Bruce Sterling has a deep-thinking post at Wired today. Chris reports on Chris Parry's speech at the Royal United Service Institute--the oldest military think tank in the world. In the speech, rear admiral Perry reports on some of the counterintuitive results of neoliberal policies--cheap airfare and ubiquitious/easy communication.
*snip*
The technological drivers of globalization have enabled stateless barbarians to seize the initiative. You can’t keep them out by blocking the border, and the harder you smash the failed states that nurture them, the more they thrive.
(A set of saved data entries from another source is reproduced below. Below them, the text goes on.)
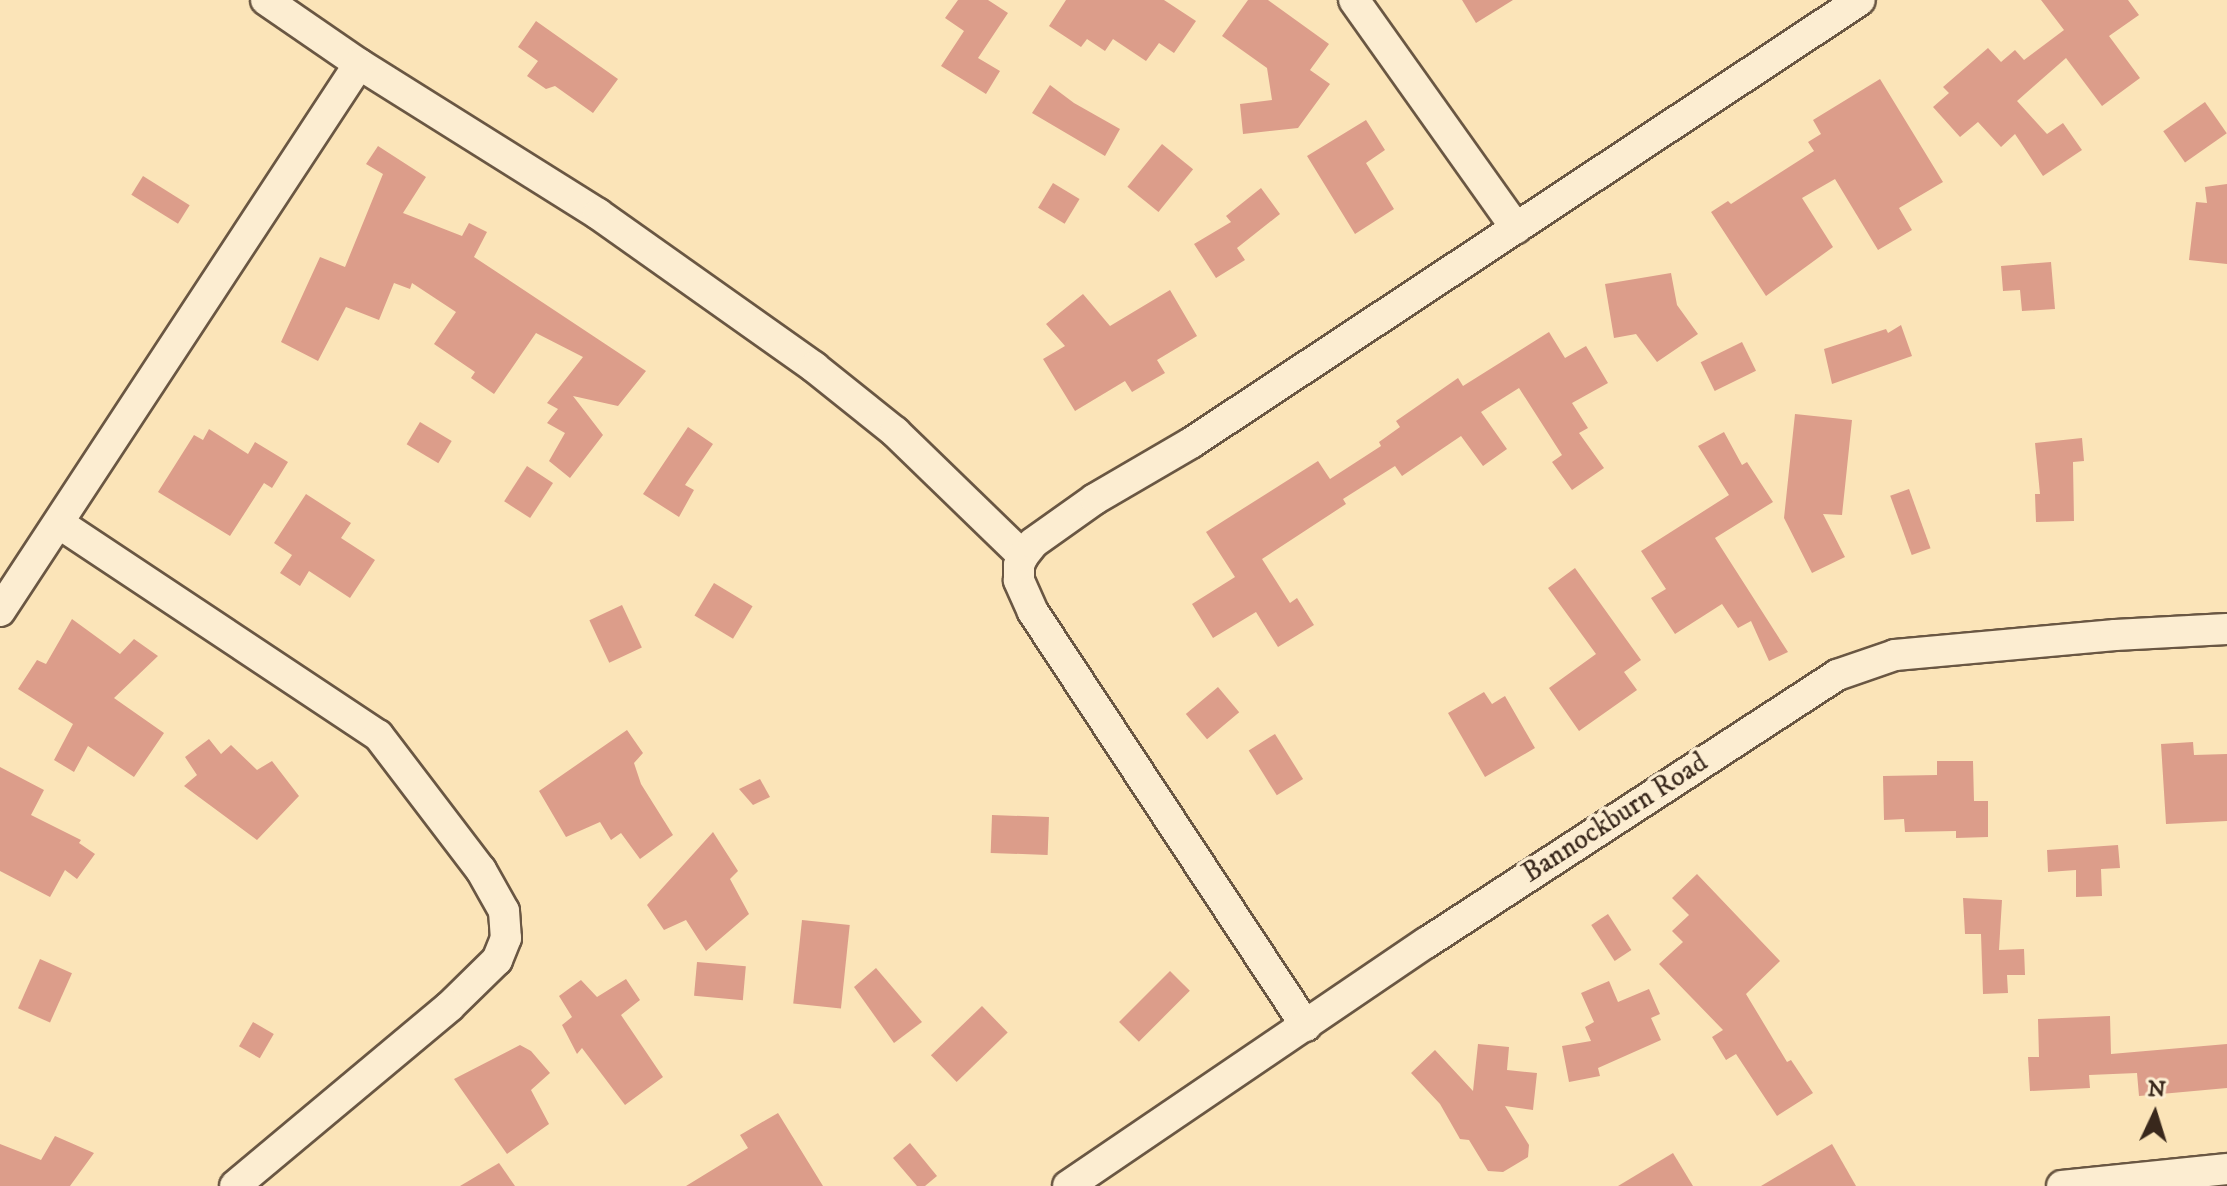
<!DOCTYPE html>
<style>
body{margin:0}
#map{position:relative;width:2227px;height:1186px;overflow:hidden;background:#fbe4b8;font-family:"IM FELL DW Pica",serif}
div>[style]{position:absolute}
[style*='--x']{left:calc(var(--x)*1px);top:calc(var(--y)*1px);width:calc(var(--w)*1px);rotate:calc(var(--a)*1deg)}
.building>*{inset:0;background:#dc9d8a;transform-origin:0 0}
.roads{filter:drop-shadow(2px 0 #6a5743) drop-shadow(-2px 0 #6a5743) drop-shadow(0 2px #6a5743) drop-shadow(0 -2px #6a5743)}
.street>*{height:30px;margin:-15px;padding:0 15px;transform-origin:15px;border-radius:15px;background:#fcedd1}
span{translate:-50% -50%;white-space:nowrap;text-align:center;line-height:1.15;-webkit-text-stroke:7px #fcedd1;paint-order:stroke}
.street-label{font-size:28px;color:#39281c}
.north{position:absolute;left:2115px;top:1074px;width:80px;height:80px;-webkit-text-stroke:6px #fcedd1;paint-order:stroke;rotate:4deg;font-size:22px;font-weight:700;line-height:32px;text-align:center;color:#39281c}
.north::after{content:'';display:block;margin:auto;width:28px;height:36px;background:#39281c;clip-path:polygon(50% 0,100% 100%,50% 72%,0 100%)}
</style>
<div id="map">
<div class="building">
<i style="clip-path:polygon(958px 0,988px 0,1008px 13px,978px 58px,1000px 71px,986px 94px,941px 66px,964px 31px,945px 18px)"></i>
<i style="clip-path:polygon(1066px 0,1164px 0,1196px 21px,1174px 53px,1159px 43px,1146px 61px,1113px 39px,1105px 51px,1087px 39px,1081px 47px,1049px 26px)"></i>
<i style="clip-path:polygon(1248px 0,1268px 0,1329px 44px,1310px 70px,1330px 84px,1298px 128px,1243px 134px,1240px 104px,1272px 100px,1267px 68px,1222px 36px)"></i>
<i style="clip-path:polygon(1462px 0,1513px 0,1476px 23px)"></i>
<i style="clip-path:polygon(2041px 0,2128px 0,2139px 15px,2109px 36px,2140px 78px,2102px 106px,2066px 58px,2017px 101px,2047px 134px,2063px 123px,2082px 150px,2043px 176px,2015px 134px,2001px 147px,1978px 122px,1960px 137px,1933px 107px,1949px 93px,1943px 87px,1988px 48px,2001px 62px,2015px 50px,2024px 60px,2064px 30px)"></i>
<i style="clip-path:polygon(536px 21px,618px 79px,593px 113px,555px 86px,546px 89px,527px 76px,538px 61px,518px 47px)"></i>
<i style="clip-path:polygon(1880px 79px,1943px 182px,1899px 208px,1912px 230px,1878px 250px,1835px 179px,1802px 198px,1833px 247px,1766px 296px,1711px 212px,1728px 201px,1731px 204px,1814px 151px,1808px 142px,1821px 134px,1813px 120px)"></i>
<i style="clip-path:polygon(1050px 85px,1074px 103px,1120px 129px,1105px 156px,1032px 113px)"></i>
<i style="left:2205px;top:102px;width:38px;height:51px;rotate:55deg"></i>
<i style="clip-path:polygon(1366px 120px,1385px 150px,1366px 163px,1394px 209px,1355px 234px,1307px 156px)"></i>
<i style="left:1162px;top:144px;width:40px;height:55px;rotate:39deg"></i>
<i style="clip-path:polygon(378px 146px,426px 177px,403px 213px,462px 236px,469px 223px,487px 232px,474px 257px,646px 371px,618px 406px,573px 396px,603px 435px,570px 478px,549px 461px,565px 433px,547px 423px,558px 409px,547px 403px,583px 357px,536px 333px,494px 394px,471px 378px,475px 372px,434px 344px,456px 312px,412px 283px,410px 289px,394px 283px,379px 320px,346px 307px,318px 361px,281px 342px,320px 257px,345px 267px,383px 174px,366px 164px)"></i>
<i style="left:143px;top:176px;width:55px;height:22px;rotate:32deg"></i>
<i style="left:1053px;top:183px;width:31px;height:29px;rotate:31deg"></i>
<i style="clip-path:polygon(2227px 184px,2227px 264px,2189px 260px,2196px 202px,2207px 203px,2205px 187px)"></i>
<i style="clip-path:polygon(1261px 188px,1280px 214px,1237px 248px,1245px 260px,1216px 278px,1194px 244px,1231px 222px,1226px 216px)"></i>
<i style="clip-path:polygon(2051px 262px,2055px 309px,2022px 311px,2020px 290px,2003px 291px,2001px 266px)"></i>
<i style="clip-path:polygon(1671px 273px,1677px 305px,1698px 334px,1657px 362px,1636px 334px,1614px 338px,1605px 284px)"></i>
<i style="clip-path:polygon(1170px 290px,1197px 336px,1157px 360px,1165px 373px,1132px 392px,1125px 381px,1075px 411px,1043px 359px,1065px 346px,1046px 324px,1083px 294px,1110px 326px)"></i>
<i style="clip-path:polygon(1901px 325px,1912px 356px,1832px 384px,1824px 349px,1886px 329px,1888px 333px)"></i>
<i style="clip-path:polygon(1549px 332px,1565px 358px,1586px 346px,1608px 383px,1572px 403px,1588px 428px,1579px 433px,1604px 468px,1572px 490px,1552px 462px,1562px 455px,1519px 388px,1481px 412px,1507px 449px,1483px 466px,1461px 436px,1402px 476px,1395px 466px,1343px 499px,1346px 504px,1262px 559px,1290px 603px,1297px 598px,1314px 625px,1278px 647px,1256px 612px,1213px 638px,1192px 604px,1235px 577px,1206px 532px,1318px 461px,1330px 479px,1381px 446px,1379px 442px,1400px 427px,1396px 421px,1458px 378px,1463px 386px)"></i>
<i style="left:1742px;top:342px;width:32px;height:46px;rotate:64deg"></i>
<i style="clip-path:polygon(1795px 414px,1852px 420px,1842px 515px,1823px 514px,1845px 557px,1812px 573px,1784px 518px)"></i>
<i style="left:420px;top:422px;width:37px;height:26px;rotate:31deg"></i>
<i style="clip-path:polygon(688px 427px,713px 444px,685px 485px,694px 490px,679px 517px,643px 494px)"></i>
<i style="clip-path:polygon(209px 429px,248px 454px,255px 442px,288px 462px,272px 488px,264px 483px,230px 536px,158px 492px,194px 435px,203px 440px)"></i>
<i style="clip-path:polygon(1724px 432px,1742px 465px,1747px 462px,1773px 502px,1715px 538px,1788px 652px,1769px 661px,1751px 621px,1738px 628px,1722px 604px,1675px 634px,1651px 598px,1666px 589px,1641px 551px,1729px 495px,1698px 446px)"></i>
<i style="clip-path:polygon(2082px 438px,2084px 461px,2073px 462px,2074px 521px,2036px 522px,2035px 494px,2040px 494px,2035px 443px)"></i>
<i style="left:527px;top:466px;width:31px;height:42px;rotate:33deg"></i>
<i style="left:1909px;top:489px;width:63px;height:20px;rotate:70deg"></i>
<i style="clip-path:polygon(306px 494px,351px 523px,341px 538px,375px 560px,350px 598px,309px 571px,300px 586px,280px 573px,292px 555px,274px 543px)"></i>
<i style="clip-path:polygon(1575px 568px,1641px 660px,1624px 672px,1637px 690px,1579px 731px,1549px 688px,1596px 654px,1548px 588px)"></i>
<i style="left:714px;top:583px;width:45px;height:38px;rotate:31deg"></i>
<i style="left:622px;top:605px;width:47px;height:36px;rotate:65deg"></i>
<i style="clip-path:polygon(72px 619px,120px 654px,134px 639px,158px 656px,114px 698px,164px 733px,134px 777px,88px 746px,74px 772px,54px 760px,73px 724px,18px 689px,37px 660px,46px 664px)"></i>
<i style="left:1218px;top:687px;width:33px;height:42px;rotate:50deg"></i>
<i style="clip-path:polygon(1484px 692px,1492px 704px,1505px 696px,1535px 748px,1485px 777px,1448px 713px)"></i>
<i style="clip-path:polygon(627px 730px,643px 753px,634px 763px,641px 784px,673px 835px,640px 859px,621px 833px,611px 840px,600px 822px,566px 837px,539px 791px)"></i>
<i style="left:1275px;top:734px;width:53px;height:31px;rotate:58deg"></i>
<i style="clip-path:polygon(209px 739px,221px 754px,231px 745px,257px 770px,272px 761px,299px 796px,257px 840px,184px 786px,197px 775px,185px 757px)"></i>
<i style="clip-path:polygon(2193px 742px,2194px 755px,2227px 754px,2227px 821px,2166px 824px,2161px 744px)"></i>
<i style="clip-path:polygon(1937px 761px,1973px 761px,1974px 801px,1988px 801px,1988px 837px,1956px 838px,1956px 831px,1905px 832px,1904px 819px,1884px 820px,1883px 776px,1937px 775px)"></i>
<i style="clip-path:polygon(0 767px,44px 790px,31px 815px,81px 840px,79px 843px,95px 854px,77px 879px,65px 870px,50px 897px,0 871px)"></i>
<i style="clip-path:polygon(760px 779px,770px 797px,753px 805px,739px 789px)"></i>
<i style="left:992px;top:815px;width:57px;height:38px;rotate:2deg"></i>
<i style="clip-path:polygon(713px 832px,738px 871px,730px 879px,749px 914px,706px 951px,686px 920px,664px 930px,647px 905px)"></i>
<i style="clip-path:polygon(2118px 845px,2120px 868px,2101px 869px,2102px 896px,2076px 897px,2076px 870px,2048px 872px,2047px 850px)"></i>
<i style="clip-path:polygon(1697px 874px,1780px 961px,1746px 994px,1787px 1062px,1791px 1060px,1813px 1093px,1777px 1116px,1736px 1054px,1726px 1060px,1712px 1037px,1723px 1030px,1659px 964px,1683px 942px,1672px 931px,1689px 915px,1672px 898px)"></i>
<i style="clip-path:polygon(1963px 898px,2002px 900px,1999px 950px,2024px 949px,2025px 975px,2007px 975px,2008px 993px,1983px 994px,1981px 934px,1965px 934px)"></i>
<i style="left:1608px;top:914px;width:43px;height:20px;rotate:57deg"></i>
<i style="left:802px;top:920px;width:48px;height:84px;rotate:6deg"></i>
<i style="left:40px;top:959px;width:35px;height:54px;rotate:24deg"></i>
<i style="left:697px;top:962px;width:49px;height:34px;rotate:5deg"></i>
<i style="clip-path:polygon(876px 968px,922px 1022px,894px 1043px,854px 987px)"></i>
<i style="left:1170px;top:971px;width:28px;height:72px;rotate:45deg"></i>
<i style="clip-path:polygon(626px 979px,640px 1000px,621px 1015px,663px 1077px,625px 1105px,582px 1048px,577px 1054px,562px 1025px,572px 1017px,559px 996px,581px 980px,597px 997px)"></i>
<i style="clip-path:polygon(1609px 981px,1618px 1002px,1649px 989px,1660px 1014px,1651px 1018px,1661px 1040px,1598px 1068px,1600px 1076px,1569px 1082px,1562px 1046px,1591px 1041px,1585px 1027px,1594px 1022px,1581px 993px)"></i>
<i style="left:982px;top:1006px;width:37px;height:71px;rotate:46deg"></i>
<i style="clip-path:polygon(2110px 1016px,2111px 1054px,2227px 1044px,2227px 1088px,2139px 1096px,2137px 1073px,2089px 1075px,2090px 1088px,2030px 1091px,2028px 1057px,2039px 1057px,2038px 1019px)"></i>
<i style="left:253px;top:1022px;width:24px;height:28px;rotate:30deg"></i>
<i style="clip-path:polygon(1478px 1044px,1509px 1047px,1507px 1070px,1537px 1073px,1533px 1110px,1505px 1106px,1529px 1145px,1528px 1157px,1503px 1172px,1488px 1171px,1469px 1140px,1460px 1139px,1440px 1104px,1411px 1073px,1435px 1050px,1473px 1091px)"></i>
<i style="clip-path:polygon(520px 1045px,531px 1051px,550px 1073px,531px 1090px,549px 1124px,507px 1154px,454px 1079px)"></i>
<i style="clip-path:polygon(778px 1113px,823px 1186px,686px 1186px,748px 1148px,740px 1135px)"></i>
<i style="clip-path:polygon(55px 1136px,94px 1153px,70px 1186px,0 1186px,0 1144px,41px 1160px)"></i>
<i style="clip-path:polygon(910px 1143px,937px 1176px,925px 1186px,917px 1186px,893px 1158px)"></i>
<i style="clip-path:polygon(1832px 1144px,1856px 1186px,1761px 1186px)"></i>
<i style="clip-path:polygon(1673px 1153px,1693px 1186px,1618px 1186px)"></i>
<i style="clip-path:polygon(499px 1163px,515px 1186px,460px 1186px)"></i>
</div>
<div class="roads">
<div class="street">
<i style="--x:266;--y:0;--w:113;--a:34.5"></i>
<i style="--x:359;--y:64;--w:282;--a:32.1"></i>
<i style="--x:598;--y:214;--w:265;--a:35.3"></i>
<i style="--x:814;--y:367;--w:104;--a:38.7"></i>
<i style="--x:895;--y:432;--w:178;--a:44.1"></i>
<i style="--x:1354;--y:0;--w:280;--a:54.6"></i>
<i style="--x:60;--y:524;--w:382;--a:33.6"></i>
<i style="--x:378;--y:735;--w:170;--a:52.7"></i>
<i style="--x:481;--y:870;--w:47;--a:60.7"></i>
<i style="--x:504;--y:911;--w:27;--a:86"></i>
<i style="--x:506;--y:938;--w:24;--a:112"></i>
<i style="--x:497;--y:960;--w:67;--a:135.6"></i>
<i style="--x:449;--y:1007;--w:279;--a:140.1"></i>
<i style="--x:0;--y:611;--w:654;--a:-56.72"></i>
<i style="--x:1306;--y:1026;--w:496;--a:-123.4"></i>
<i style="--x:1033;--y:612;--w:35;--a:-114"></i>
<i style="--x:1019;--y:580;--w:15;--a:-90"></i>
<i style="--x:1019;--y:565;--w:10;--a:-66"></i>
<i style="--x:1023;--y:556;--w:16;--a:-52"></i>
<i style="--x:1033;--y:543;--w:76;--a:-35.4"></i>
<i style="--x:1095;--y:499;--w:111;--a:-30.3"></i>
<i style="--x:1191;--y:443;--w:802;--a:-33.51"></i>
<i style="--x:1068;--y:1186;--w:433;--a:-34.2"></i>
<i style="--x:1426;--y:943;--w:491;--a:-33.1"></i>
<i style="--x:1837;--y:675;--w:61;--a:-19"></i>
<i style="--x:1895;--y:655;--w:221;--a:-5.2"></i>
<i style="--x:2115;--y:635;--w:112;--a:-3.1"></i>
<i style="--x:2062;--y:1186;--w:166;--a:-5.9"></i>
</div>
</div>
<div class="street-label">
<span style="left:1615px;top:818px;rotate:-33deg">Bannockburn Road</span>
</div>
<div class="north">N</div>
</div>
At the first sign of weakness, these new-wave Vandals will log on to urge their diasporic compatriots to attack you on your own soil. Failing that, they’ll hop on the next flight, pick up their baggage, and sidle into Starbucks to download the latest instructions from Abu Ayyub al Masri...Nets and jets are never a one-way street, and even Parry’s reverse colonization can reverse itself. Consider Somalia, which, for 15 years, has been a running sore of new world disorder. Jets have evacuated everyone who could buy a ticket and have flown in battalions of jihadists. As for nets, this lawless maelstrom is one of the most heavily wired regions of Africa; free of licensing, taxes, and state-owned monopolies, entrepreneurs have been building out cell capacity and Net nodes like Silicon Valley whiz kids. To complicate matters, counter-terrorist warlords said to be financed by the US recently lost the country to a loose association of Islamic militias. This makes Somalia a prime case study for the darkest nets-and-jets forecast.
*/snip*
I'm not sure I totally buy Mr. Sterling's silver lining of hope that neoliberal economic and political policies and neoconservative military enforcement of neoliberal policies can get ahead of technologically-enabled smart mobs. Still, I really hope he is right.